It’s the sort of thing that could potentially topple his coalition government, but there’s no sign of panic from Israeli Prime Minister Benjamin Netanyahu. While the exact timing of its unveiling is still a matter of speculation, there appears to be little doubt that the Trump administration is only a few weeks away from announcing a new plan for peace between Israel and the Palestinians.
According to the Associated Press, presidential son-in-law and senior adviser Jared Kushner, along with U.S. Middle East envoy Jason Greenblatt, have been briefing American allies and involved parties about the contents of a peace plan. In the past, the mere hint of the possibility of an American blueprint for a solution to the conflict would have rocked Jerusalem. But despite the taunts of his political opponents about these reports, Netanyahu appears unperturbed—and the reason for his calm is no secret.
That Trump’s peace plan will be dead on arrival is a virtual certainty.
Understandably, the timing for a revival of negotiations could not be worse. Both the Fatah Party-led Palestinian Authority and Hamas have been making it crystal-clear for months that they are more interested in competing with each other to demonstrate hatred for Israel—and the United States—than in negotiating for an independent state.
Trump’s shift from his predecessor’s belief that more “daylight” between America and Israel is the formula for peace has angered the Palestinians. Although Barack Obama oversaw the most pro-Palestinian American administration in recent history, the Palestinians weren’t even interested in meeting him halfway. P.A. leader Mahmoud Abbas torpedoed former Secretary of State John Kerry’s 2014 efforts to revive negotiations by making an end run around the United States to the United Nations and prioritizing reconciliation with the Hamas terrorists over peace with Israel.
Now that Trump has demanded that he stop subsidizing terrorists and chose to recognize the reality that Jerusalem is Israel’s capital, Abbas won’t even talk to the Americans. Abbas’s latest anti-Semitic rant made it clear that he would never recognize Israel’s legitimacy or end the ongoing conflict. As for Hamas, its attempt to revive interest in the so-called “right of return” with marches designed to produce Palestinian deaths demonstrated that its opposition to peace is as implacable as ever.
Nevertheless, the Trump plan will likely contain planks that will enrage the Israeli right. Any two-state plan would involve giving up settlements and agreeing to Palestinian sovereignty in much of the West Bank. Israeli acceptance of those terms could split Netanyahu’s supporters.
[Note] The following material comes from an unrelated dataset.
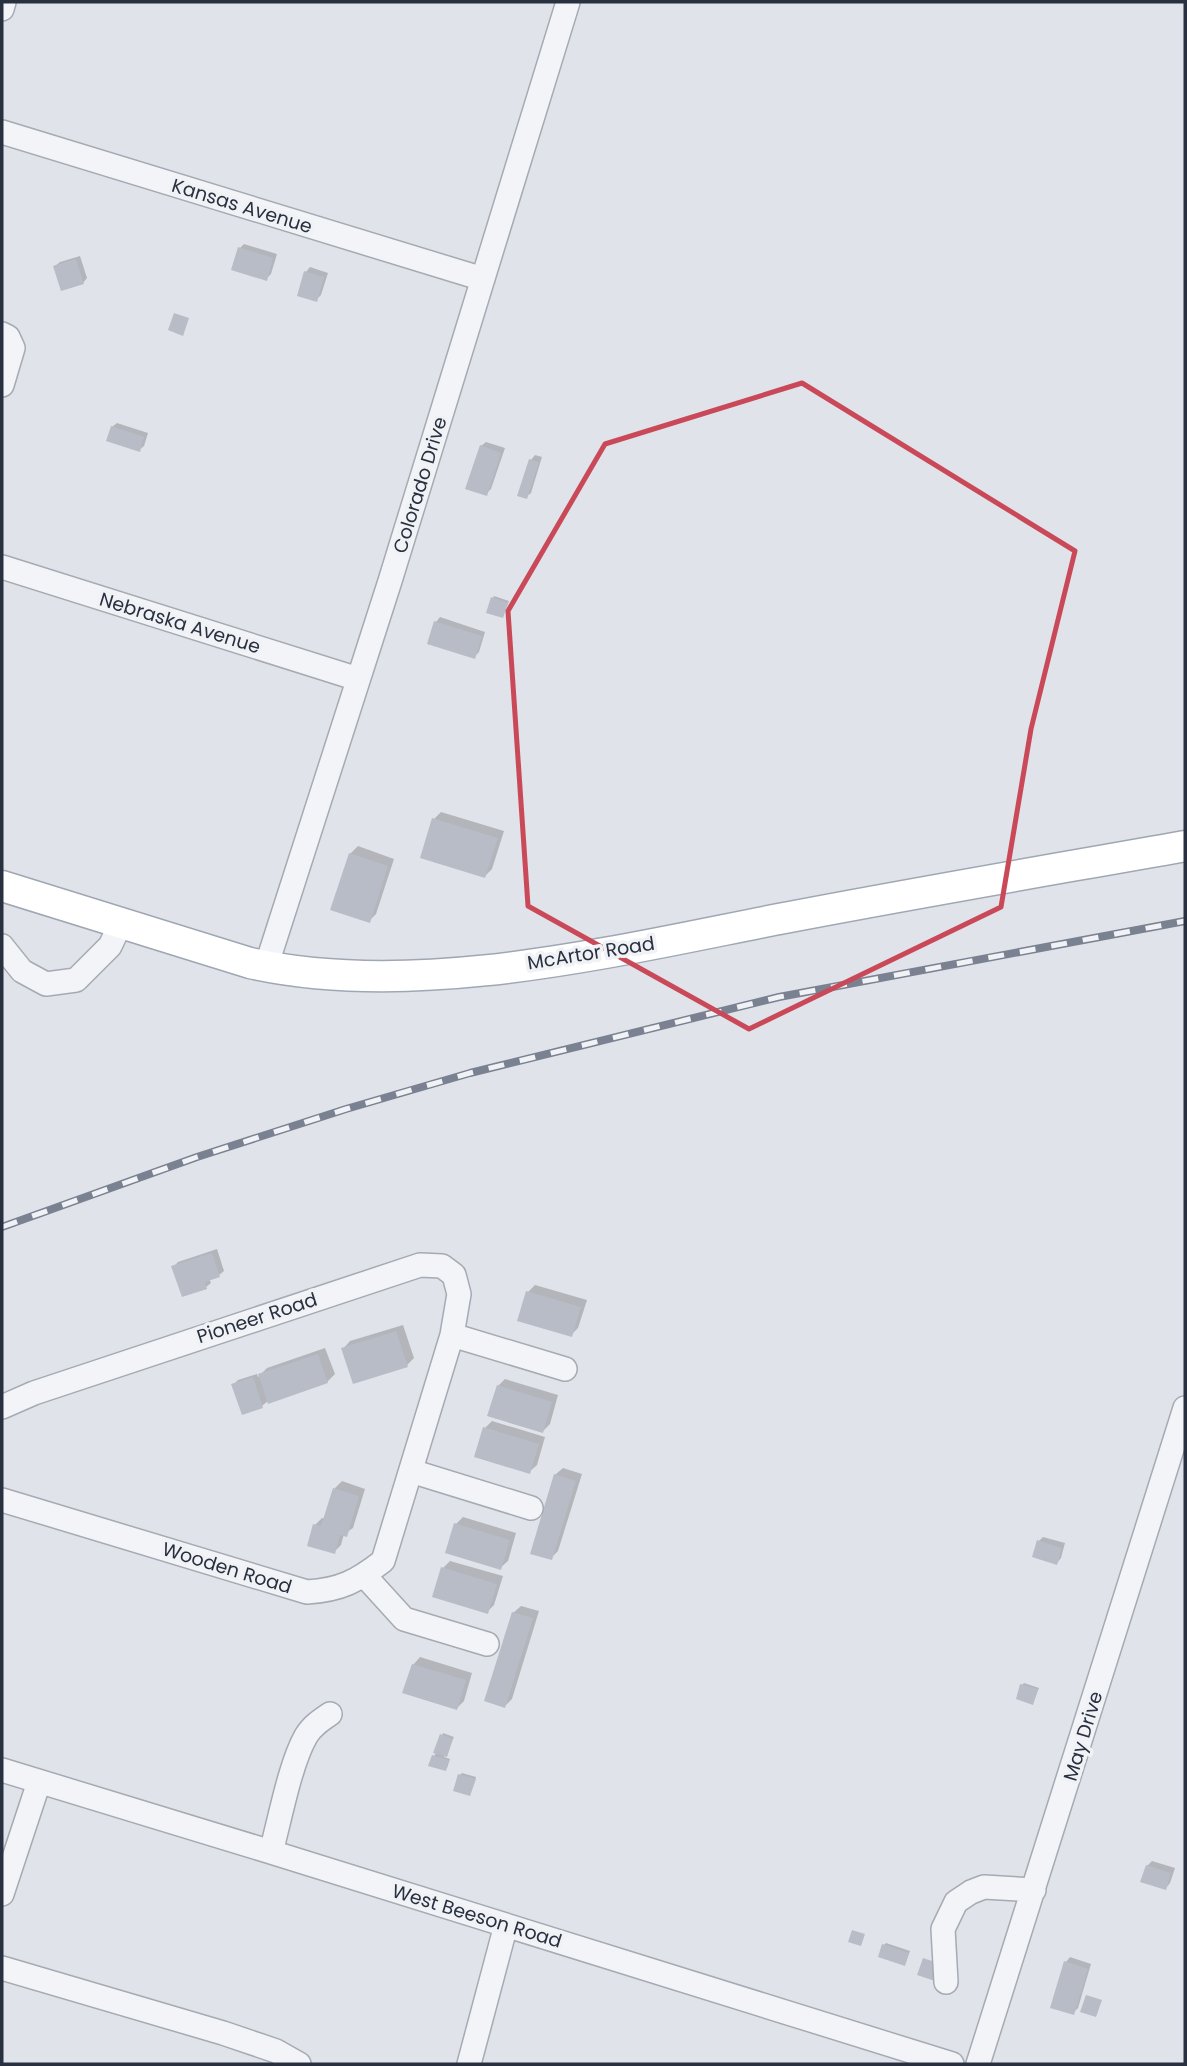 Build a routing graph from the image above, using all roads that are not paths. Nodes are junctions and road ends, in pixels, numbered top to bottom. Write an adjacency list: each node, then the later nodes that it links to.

But Netanyahu knows that even if Abbas wanted peace, Trump’s offer won’t tempt him. The P.A. has educated Palestinians to think of Israel and Jews with hatred, and to regard compromise as unthinkable. The fact that the Palestinian state Trump is reportedly offering Abbas is one that has the Jerusalem suburb of Abu Dis as its capital, rather than the eastern sector of a re-divided Jerusalem, is a guarantee of a Palestinian rejection. Since his predecessor Yasser Arafat twice rejected a peace plan that offered the Palestinians a share of Jerusalem—and Abbas himself walked away from an even more generous deal in 2008—the notion that he or a potential successor (the 82-year-old leader, who is currently serving the 14th year of the four-year-term to which he was elected, is in very poor health) would agree to such a pact is pure fantasy. According to diplomatic sources, earlier this year Abbas was told by the Saudis to take what Trump offered him, and the Palestinian reportedly refused to do so.
Netanyahu knows that in the diplomatic game of chicken in which the first party to say “no” to America loses, the Palestinians will always jump first. It is this that allows him to avoid a conflict with the settler movement and its backers.
Under these circumstances, surely even a novice like Kushner knows that his plan is a fool’s errand. Why then are they doing it?
Obama’s lack of understanding of Palestinian nationalism caused him to think that all that was needed to make peace was more pressure on Israel. Similarly, Trump has boasted that his negotiating skills could forge the “ultimate deal.” Perhaps Kushner is also naive enough to think that he can solve this insoluble problem.
But by now, surely even Trump knows that the Palestinians are too invested in their century-old war on Zionism to be able to abandon it even for the sake of an independent state. And if he didn’t already know it, it’s likely that his new foreign-policy advisers—Secretary of State Mike Pompeo and National Security Advisor John Bolton—have set him straight.
At this point, the purpose of the Trump plan is not an Obama-style messianic quest for peace. Rather, it’s a diplomatic diversion that can give some cover to Sunni Muslim states like the Saudis, Egypt and Jordan as they join with the United States to pursue their real priority: rolling back the gains Iran made under Obama.
If the Palestinians were capable of making peace, then there would be no way any Israeli government could say no to such a plan, even if it was a dangerous gamble that would risk putting a radical Islamist regime in charge of much of the West Bank. But Netanyahu knows he has nothing to worry about: As long as the Palestinians’ only answer is “no,” he will never be put to the test.